Les moulins de Villeneuve l'Archevêque

 

Les moulins banaux de Villeneuve l'Archevêque

1197

La plus ancienne mention de moulin figure dans le supplément à la charte de 1172 qui octroyait à Villeneuve les coutumes de Lorris.

L’archevêque Michel de Corbeil et Anseau de Trainel, qui avaient une partie de la seigneurie de Villeneuve, ayant eu quelques difficultés avec les habitants, au sujet des corvées et des droits de moulin, consultèrent encore les coutumes de Lorris et les résolurent ainsi :

« Lorsque nous voudrons faire conduire nos vins sur les charrettes des habitants, nous leur payerons les frais de transport.
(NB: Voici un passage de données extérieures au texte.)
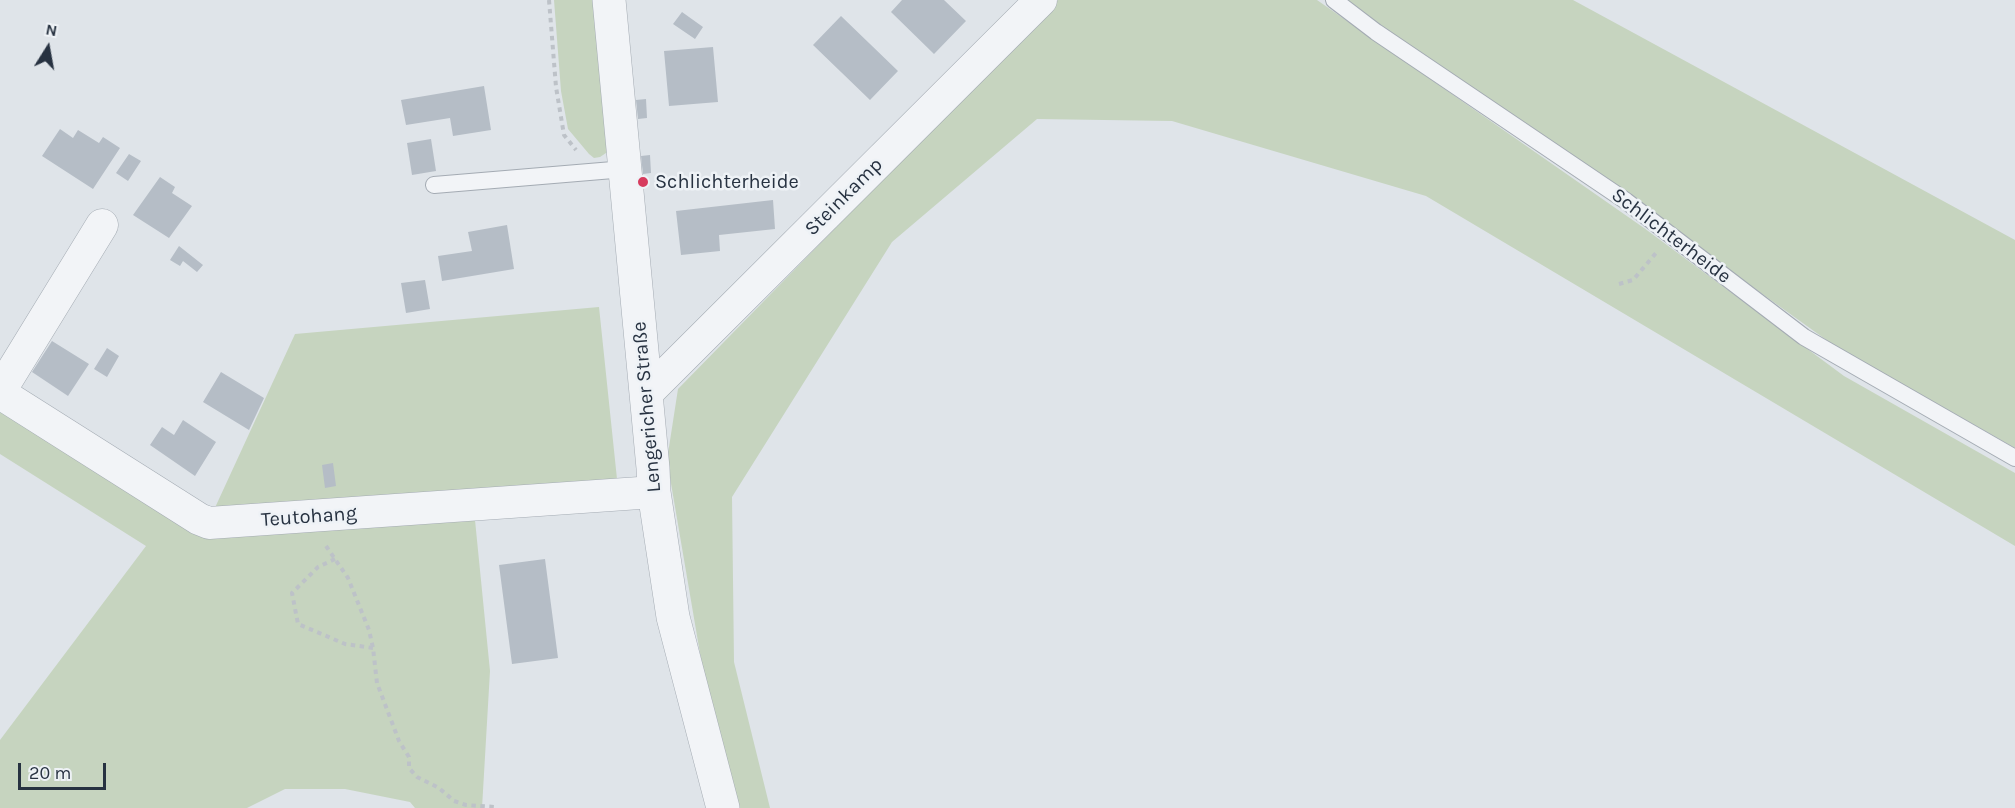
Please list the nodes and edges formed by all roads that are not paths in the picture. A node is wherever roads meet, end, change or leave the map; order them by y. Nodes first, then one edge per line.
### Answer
1 (609, 0) edge
2 (1041, 0) edge
3 (1334, 0) edge
4 (613, 170) junction
5 (434, 185) dead end
6 (102, 225) dead end
7 (0, 392) edge
8 (646, 394) junction
9 (2015, 458) edge
10 (654, 492) junction
11 (723, 808) edge

1 - 4 street, Lengericher Straße
2 - 8 street, Steinkamp
3 - 9 lane, Schlichterheide
4 - 5 lane
4 - 8 street, Lengericher Straße
6 - 7 street, Teutohang
7 - 10 street, Teutohang
8 - 10 street, Lengericher Straße
10 - 11 street, Lengericher Straße

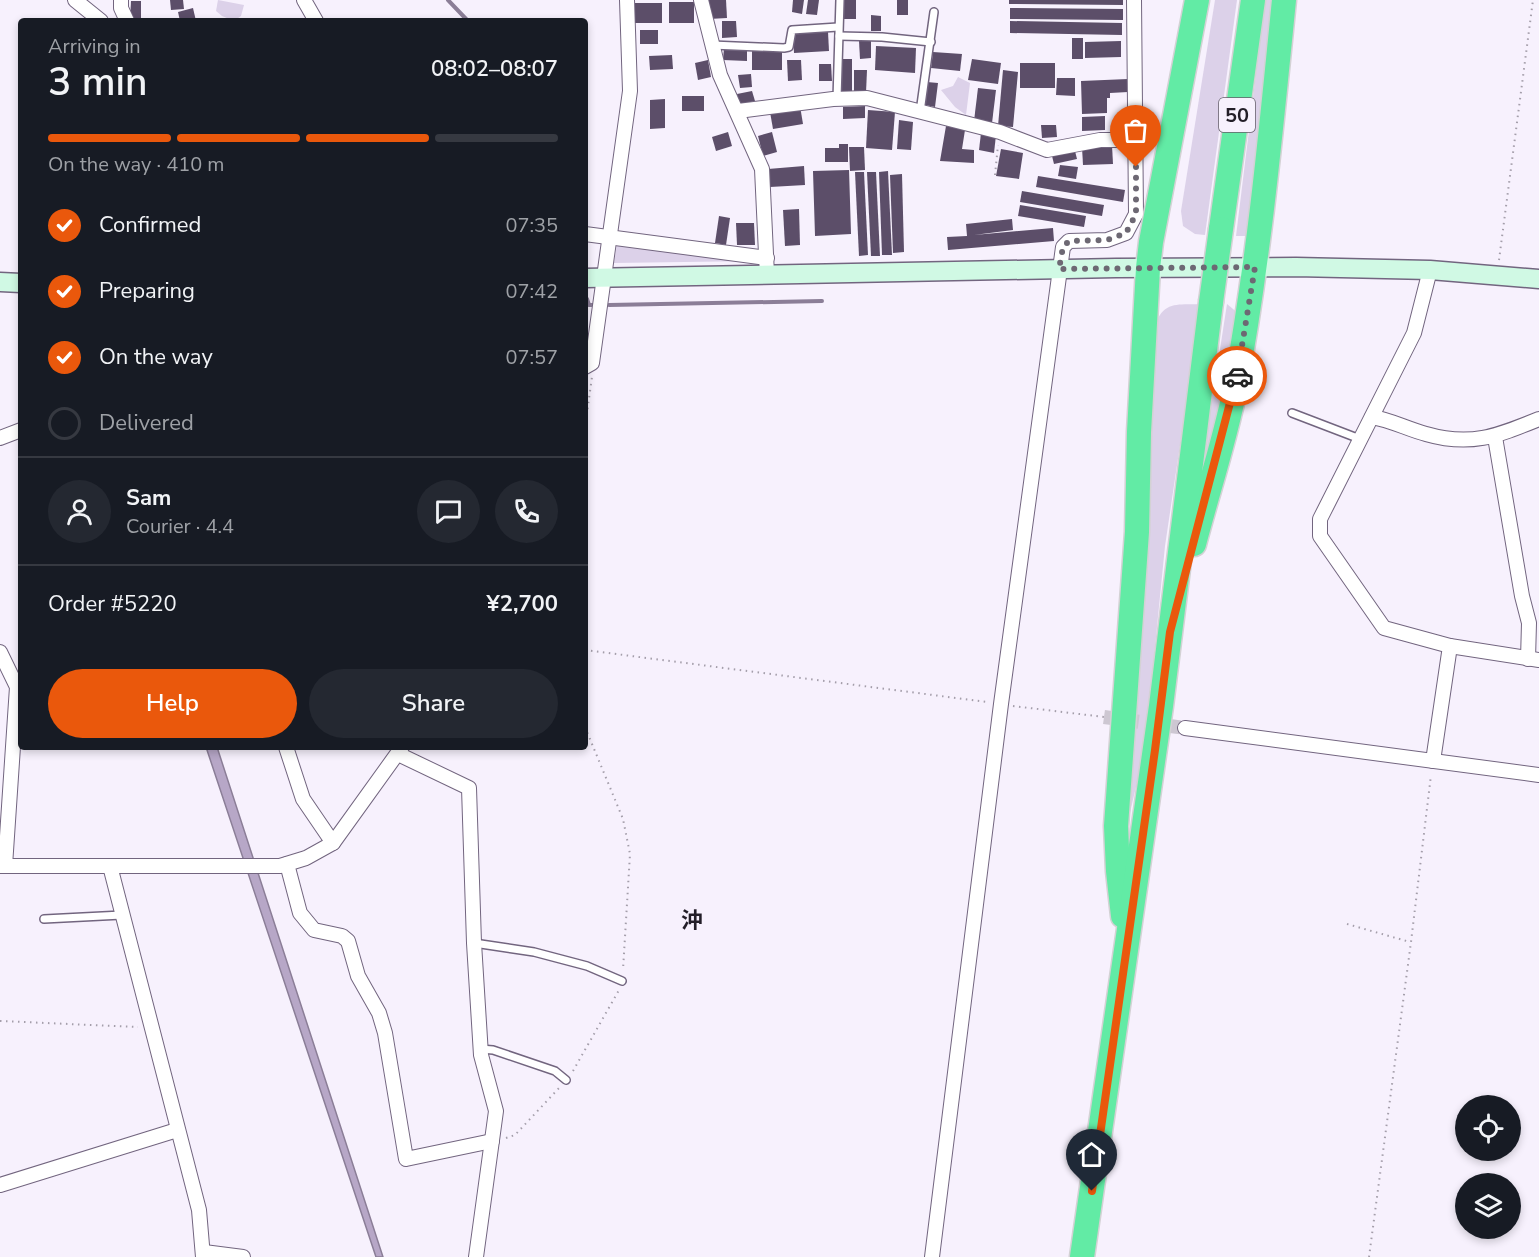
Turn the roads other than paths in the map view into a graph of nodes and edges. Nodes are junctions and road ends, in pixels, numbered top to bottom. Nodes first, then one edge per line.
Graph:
1 (75, 0) edge
2 (121, 0) edge
3 (304, 0) edge
4 (627, 0) edge
5 (701, 0) edge
6 (840, 0) edge
7 (1134, 0) edge
8 (1197, 0) edge
9 (1253, 0) edge
10 (1284, 0) edge
11 (934, 12) dead end
12 (97, 18) edge
13 (126, 18) edge
14 (314, 18) edge
15 (838, 27) junction
16 (839, 36) junction
17 (931, 42) junction
18 (712, 45) junction
19 (837, 99) junction
20 (738, 111) junction
21 (920, 112) junction
22 (1136, 140) junction
23 (588, 234) edge
24 (609, 237) junction
25 (767, 267) junction
26 (1255, 267) junction
27 (1148, 268) junction
28 (1059, 269) junction
29 (1430, 270) junction
30 (605, 277) junction
31 (588, 278) edge
32 (1539, 279) edge
33 (0, 282) edge
34 (18, 283) edge
35 (589, 358) edge
36 (1292, 413) dead end
37 (1372, 417) junction
38 (1539, 419) edge
39 (18, 431) edge
40 (1495, 437) junction
41 (0, 438) edge
42 (1360, 439) junction
43 (1170, 632) junction
44 (1450, 646) junction
45 (0, 652) edge
46 (1533, 659) edge
47 (1185, 728) tunnel mouth
48 (287, 750) edge
49 (400, 750) edge
50 (1432, 761) junction
51 (1539, 775) edge
52 (333, 843) junction
53 (287, 864) junction
54 (3, 866) edge
55 (110, 866) junction
56 (122, 915) junction
57 (44, 919) dead end
58 (474, 943) junction
59 (1127, 948) junction
60 (622, 981) road end
61 (480, 1049) junction
62 (566, 1080) road end
63 (177, 1130) junction
64 (492, 1141) junction
65 (0, 1185) edge
66 (204, 1255) edge
67 (243, 1257) edge
68 (476, 1257) edge
69 (932, 1257) edge
70 (1082, 1257) edge

1 - 12 street
2 - 13 street
3 - 14 street
4 - 24 street
5 - 18 street
6 - 15 lane
7 - 22 street
8 - 27 highway
9 - 43 highway, 50, bridge
10 - 26 highway
11 - 17 lane
15 - 16 lane
15 - 18 lane
16 - 17 lane
16 - 19 lane
17 - 21 lane
18 - 20 street
19 - 20 street
19 - 21 street
20 - 25 street
21 - 22 street
22 - 28 street
23 - 24 street
24 - 25 street
24 - 30 street
25 - 28 street
25 - 30 street
26 - 27 street
26 - 29 street
26 - 43 highway
27 - 28 street
27 - 59 highway
28 - 69 street
29 - 32 street
29 - 37 street
30 - 31 street
30 - 35 street
33 - 34 street
36 - 42 lane
37 - 40 street
37 - 42 street
38 - 40 street
39 - 41 street
40 - 46 street
42 - 44 street
43 - 59 highway, 50
44 - 46 street
44 - 50 street
45 - 54 street
47 - 50 street
48 - 52 street
49 - 52 street
49 - 58 street
50 - 51 street
52 - 53 street
53 - 55 street
53 - 64 street
54 - 55 street
55 - 56 street
56 - 57 lane
56 - 63 street
58 - 60 lane
58 - 61 street
59 - 70 highway, 50
61 - 62 lane
61 - 64 street
63 - 65 street
63 - 66 street
64 - 68 street
66 - 67 street

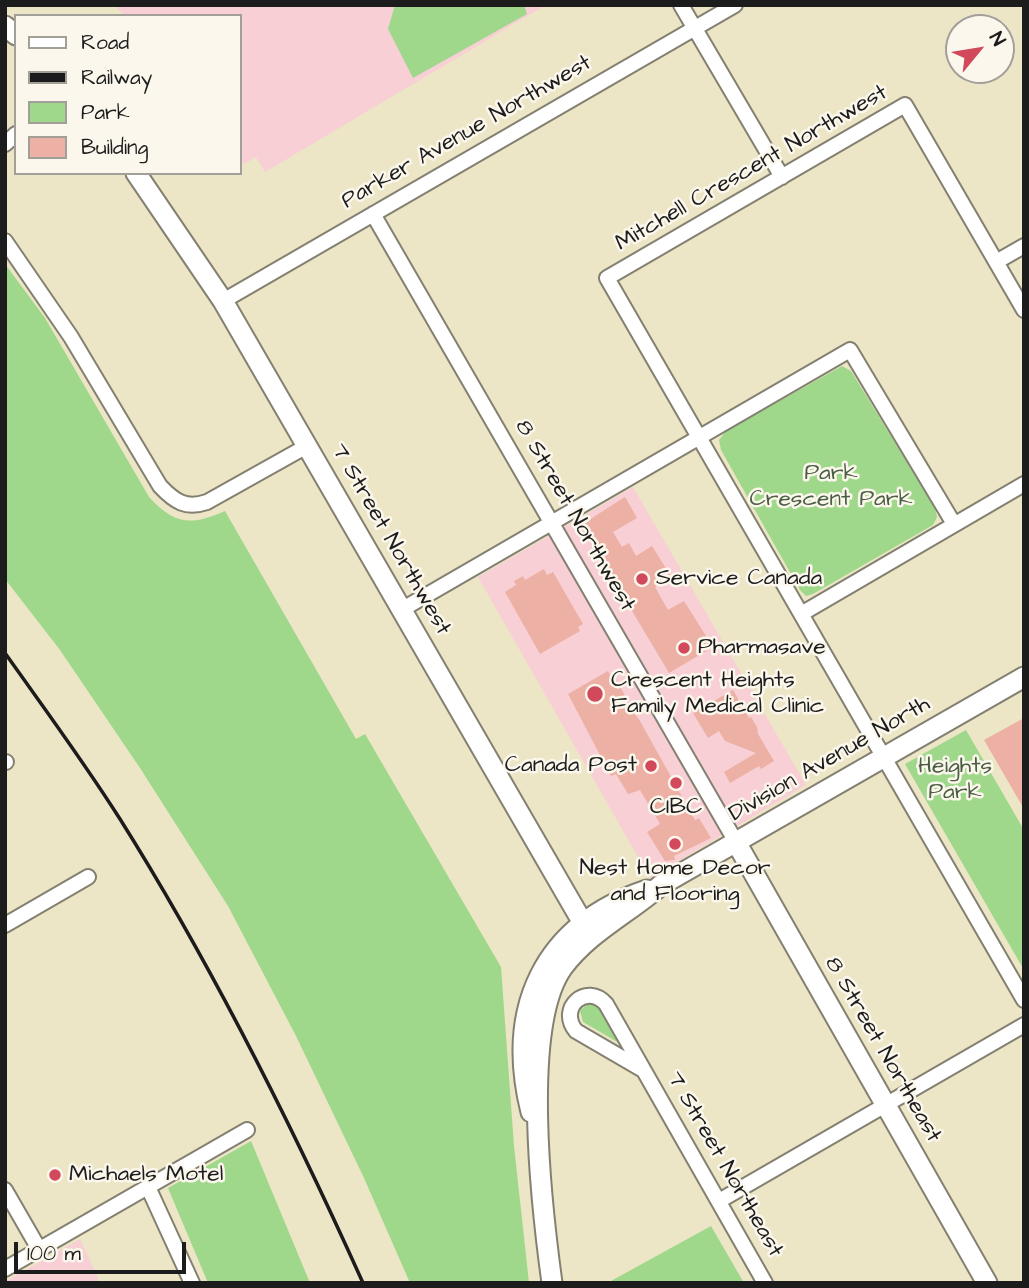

Aucun bourgeois ne devra moeson s’il ne tient terre de villenage, les meuniers seront tenus d'aller chercher et de ramener les grains aux habitants et de les vanner, et les revanes (criblures) appartiendront au propriétaire du grain, autrement ce dernier sera libre d'aller moudre ailleurs ».

Ce supplément à la charte primitive fut fait en 1197. (Quantin, annuaire de l'Yonne 1853)

Le temps des donations

Grands utilisateurs de force hydraulique, les cisterciens installés à Vauluisant depuis 1127 semblent avoir plutôt recherché des participations dans l'usage des moulins existants que suscité eux-mêmes des constructions en dehors du monastère lui-même et de Lailly.

Le moulin de Villeneuve a été construit par les habitants et l'archevêque de Sens, seigneur de Villeneuve, jouit de la Banalité ; mais les donations se poursuivent en faveur du monastère.

1221

Guillaume de Flacy et sa femme Agnès donnent à Vauluisant pour le salut de leur âme et celui de leurs parents, tous leurs droits sur les moulins à moudre, moulin à foulon et moulin à piler la guède, avec la pêche en plus (Cartulaire de Vauluisant, copie du XIIIe à la Bibliothèque Nationale, Charte de Michel, officiai de Sens) (Signalé pr Josephine ROUILLARD)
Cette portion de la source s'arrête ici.